* EXTRACTED RECORDS
──────────────────────────────
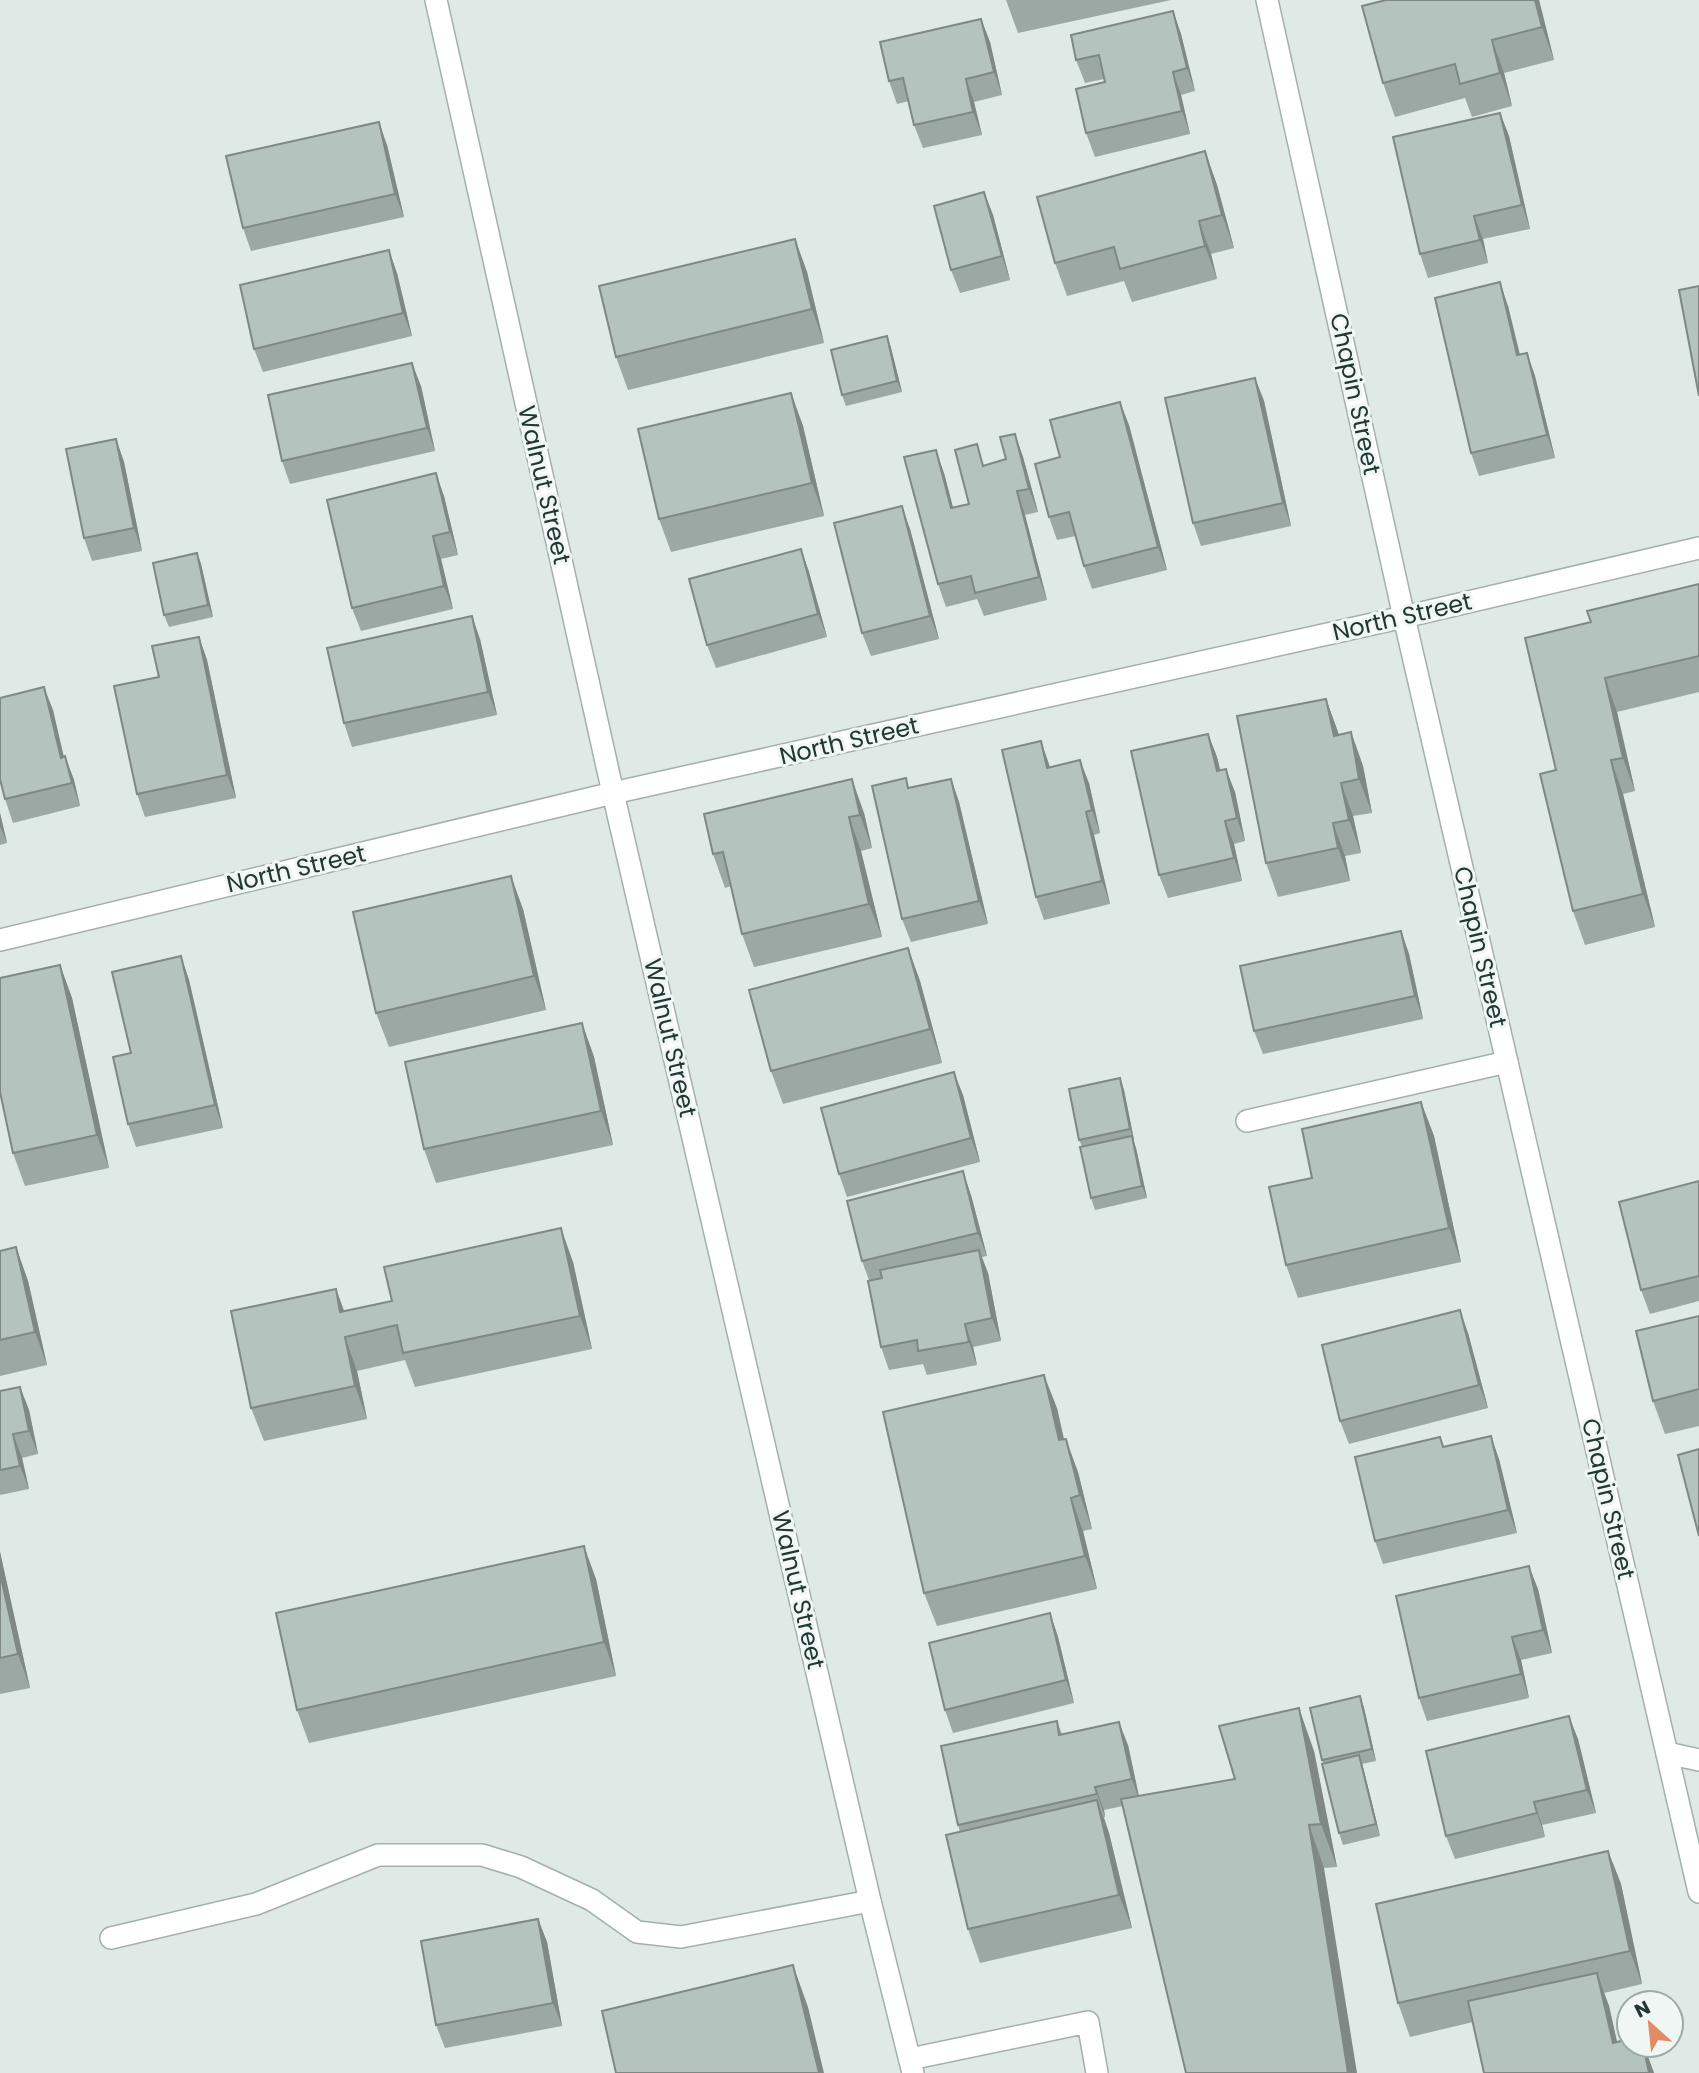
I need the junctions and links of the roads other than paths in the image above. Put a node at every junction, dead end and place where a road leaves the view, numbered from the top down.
1 (436, 0) edge
2 (1268, 0) edge
3 (1699, 548) edge
4 (1404, 617) junction
5 (613, 793) junction
6 (0, 940) edge
7 (1507, 1062) junction
8 (1247, 1121) dead end
9 (1667, 1753) junction
10 (1699, 1760) edge
11 (1699, 1892) edge
12 (870, 1901) junction
13 (111, 1938) dead end
14 (911, 2066) edge
15 (1097, 2073) edge

1 - 5 street, Walnut Street
2 - 4 street, Chapin Street
3 - 4 street, North Street
4 - 5 street, North Street
4 - 7 street, Chapin Street
5 - 6 street, North Street
5 - 12 street, Walnut Street
7 - 8 street
7 - 9 street, Chapin Street
9 - 10 street
9 - 11 street, Chapin Street
12 - 13 street
12 - 14 street, Walnut Street
14 - 15 street

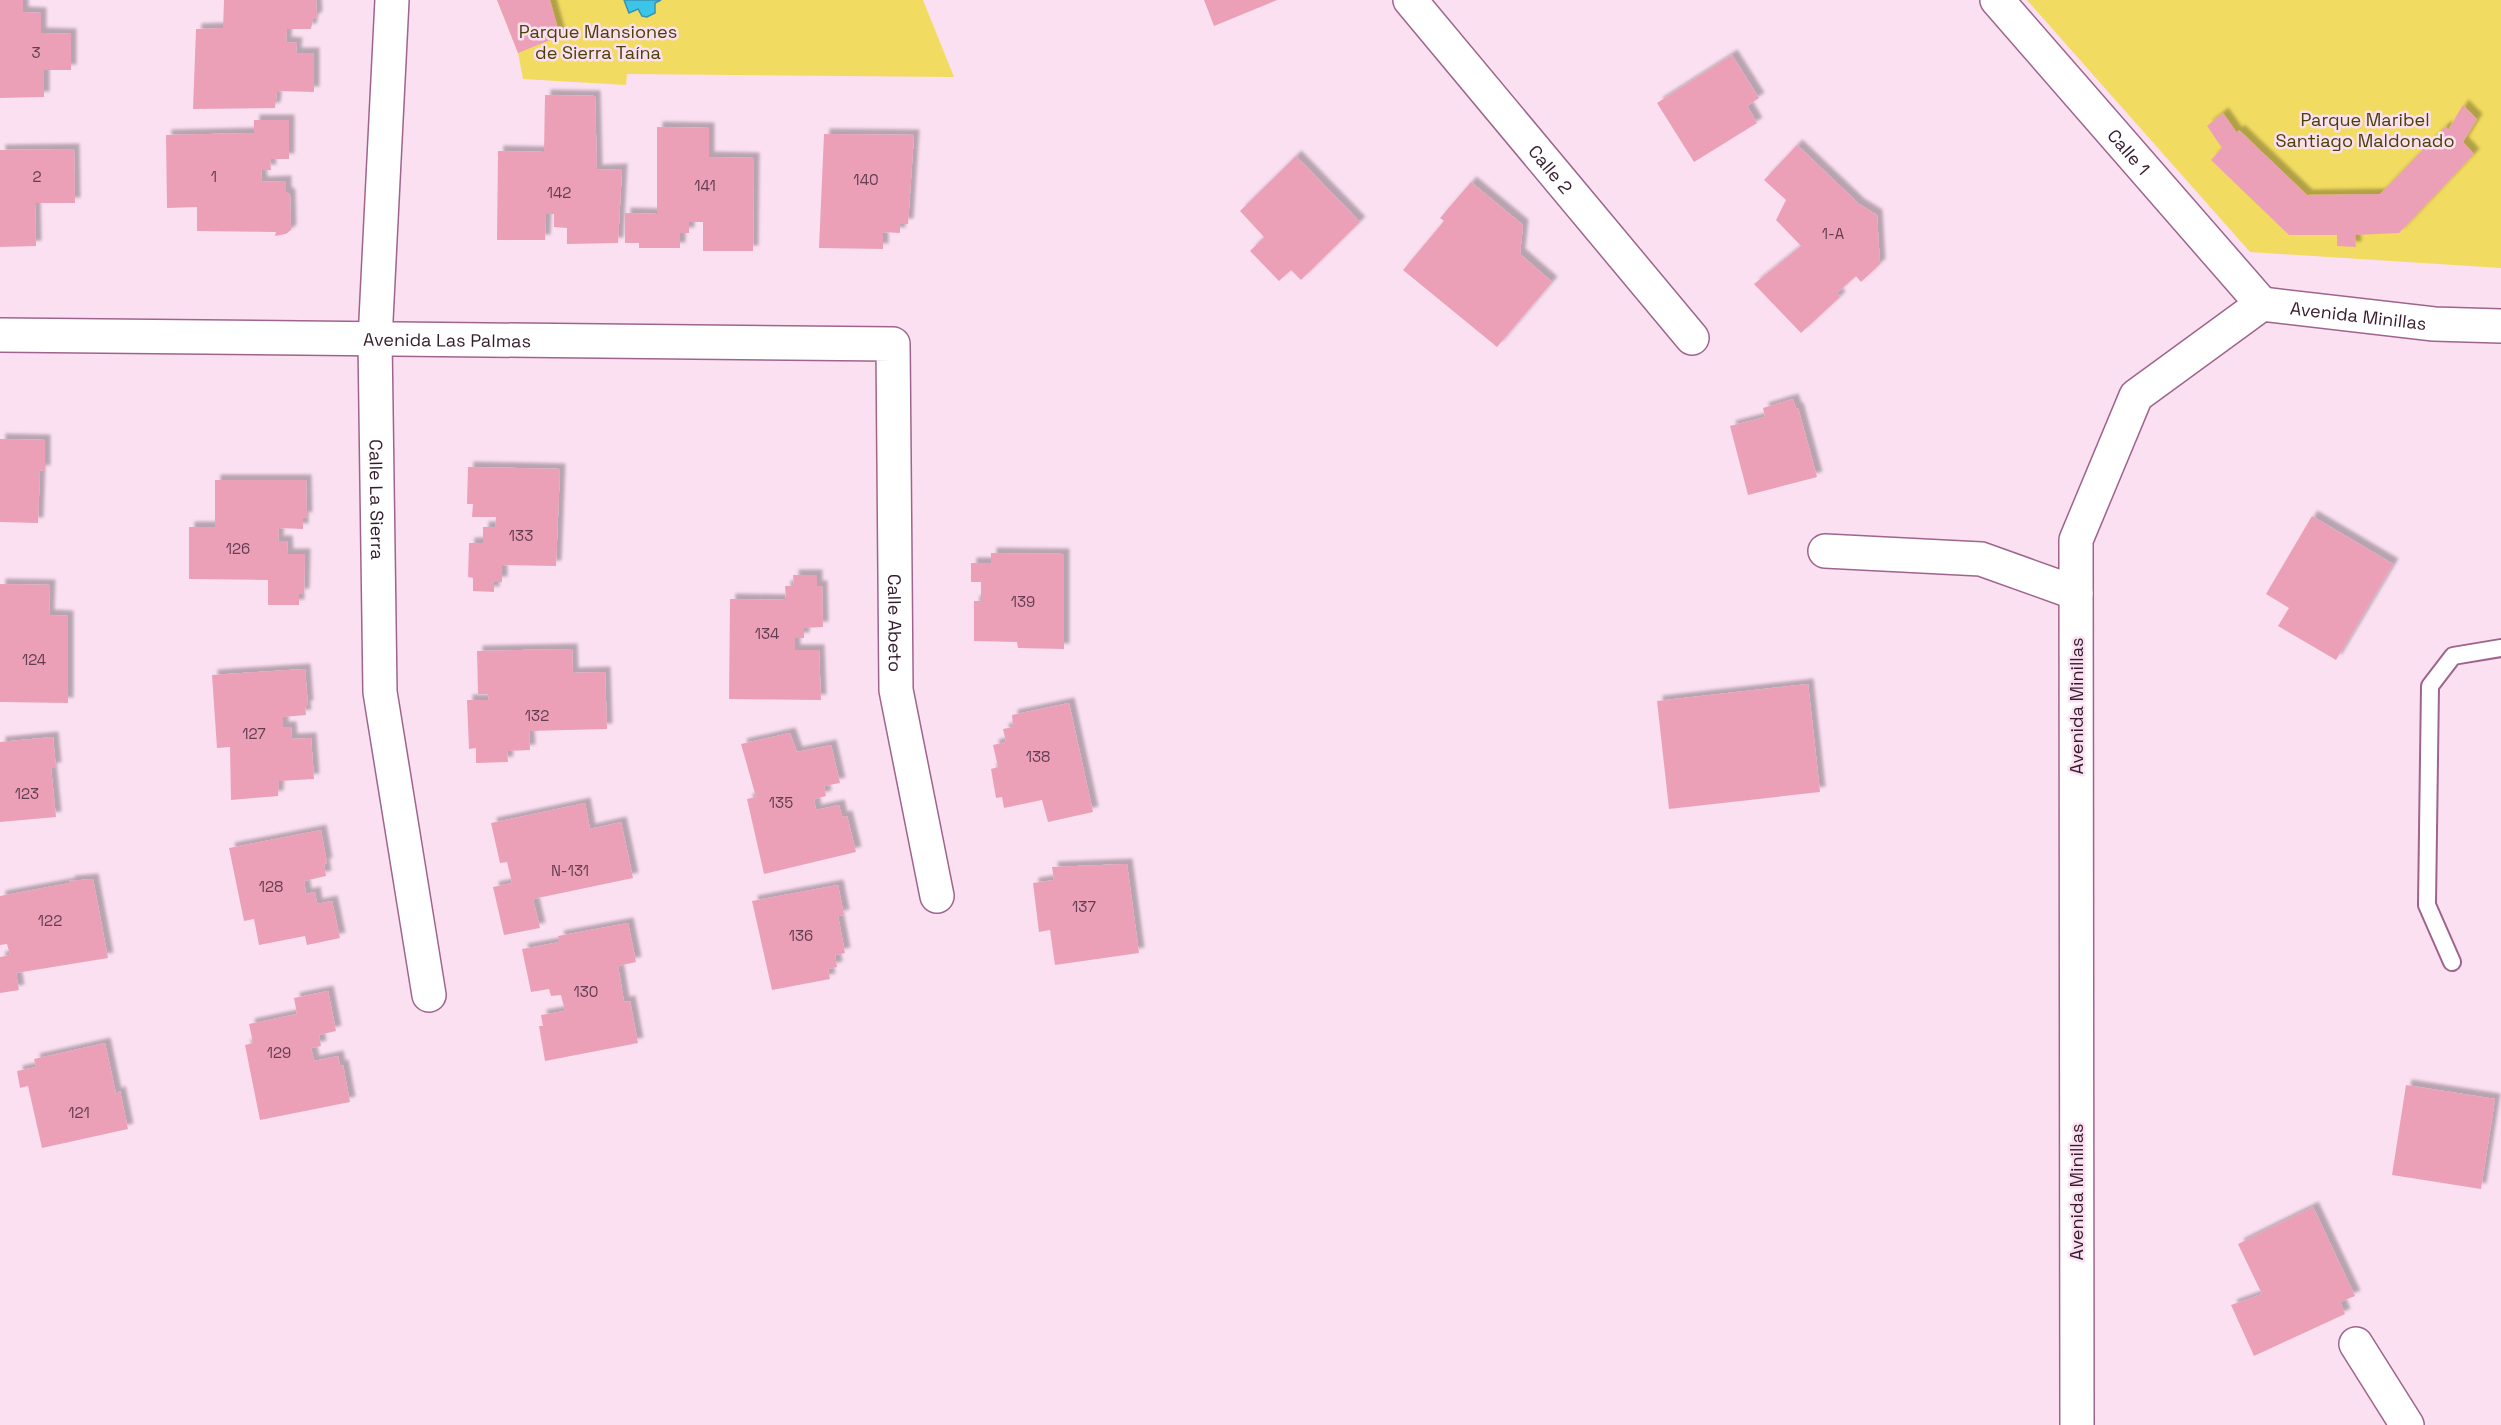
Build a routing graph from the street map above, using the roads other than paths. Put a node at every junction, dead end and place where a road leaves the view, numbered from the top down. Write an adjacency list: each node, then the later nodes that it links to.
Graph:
1 (392, 0): 8 (street, Calle La Sierra)
2 (1410, 0): 7 (street, Calle 2)
3 (1997, 0): 4 (street, Calle 1)
4 (2262, 304): 5 (street, Avenida Minillas); 11 (street, Avenida Minillas)
5 (2501, 326)
6 (0, 335): 8 (street, Avenida Las Palmas)
7 (1692, 338)
8 (375, 340): 9 (street, Avenida Las Palmas); 15 (street, Calle La Sierra)
9 (893, 344): 13 (street, Calle Abeto)
10 (1825, 551): 11 (street)
11 (2076, 593): 17 (street, Avenida Minillas)
12 (2501, 648): 14 (lane)
13 (937, 896)
14 (2452, 962)
15 (429, 995)
16 (2356, 1344): 18 (street)
17 (2077, 1425)
18 (2407, 1425)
──────────────────────────────
* WHAT IS NEEDED
Give the data above again in full and unchanged, skipping the pictures.

* RESPONSE AREA
I need the junctions and links of the roads other than paths in the image above. Put a node at every junction, dead end and place where a road leaves the view, numbered from the top down.
1 (436, 0) edge
2 (1268, 0) edge
3 (1699, 548) edge
4 (1404, 617) junction
5 (613, 793) junction
6 (0, 940) edge
7 (1507, 1062) junction
8 (1247, 1121) dead end
9 (1667, 1753) junction
10 (1699, 1760) edge
11 (1699, 1892) edge
12 (870, 1901) junction
13 (111, 1938) dead end
14 (911, 2066) edge
15 (1097, 2073) edge

1 - 5 street, Walnut Street
2 - 4 street, Chapin Street
3 - 4 street, North Street
4 - 5 street, North Street
4 - 7 street, Chapin Street
5 - 6 street, North Street
5 - 12 street, Walnut Street
7 - 8 street
7 - 9 street, Chapin Street
9 - 10 street
9 - 11 street, Chapin Street
12 - 13 street
12 - 14 street, Walnut Street
14 - 15 street

Build a routing graph from the street map above, using the roads other than paths. Put a node at every junction, dead end and place where a road leaves the view, numbered from the top down. Write an adjacency list: each node, then the later nodes that it links to.
Graph:
1 (392, 0): 8 (street, Calle La Sierra)
2 (1410, 0): 7 (street, Calle 2)
3 (1997, 0): 4 (street, Calle 1)
4 (2262, 304): 5 (street, Avenida Minillas); 11 (street, Avenida Minillas)
5 (2501, 326)
6 (0, 335): 8 (street, Avenida Las Palmas)
7 (1692, 338)
8 (375, 340): 9 (street, Avenida Las Palmas); 15 (street, Calle La Sierra)
9 (893, 344): 13 (street, Calle Abeto)
10 (1825, 551): 11 (street)
11 (2076, 593): 17 (street, Avenida Minillas)
12 (2501, 648): 14 (lane)
13 (937, 896)
14 (2452, 962)
15 (429, 995)
16 (2356, 1344): 18 (street)
17 (2077, 1425)
18 (2407, 1425)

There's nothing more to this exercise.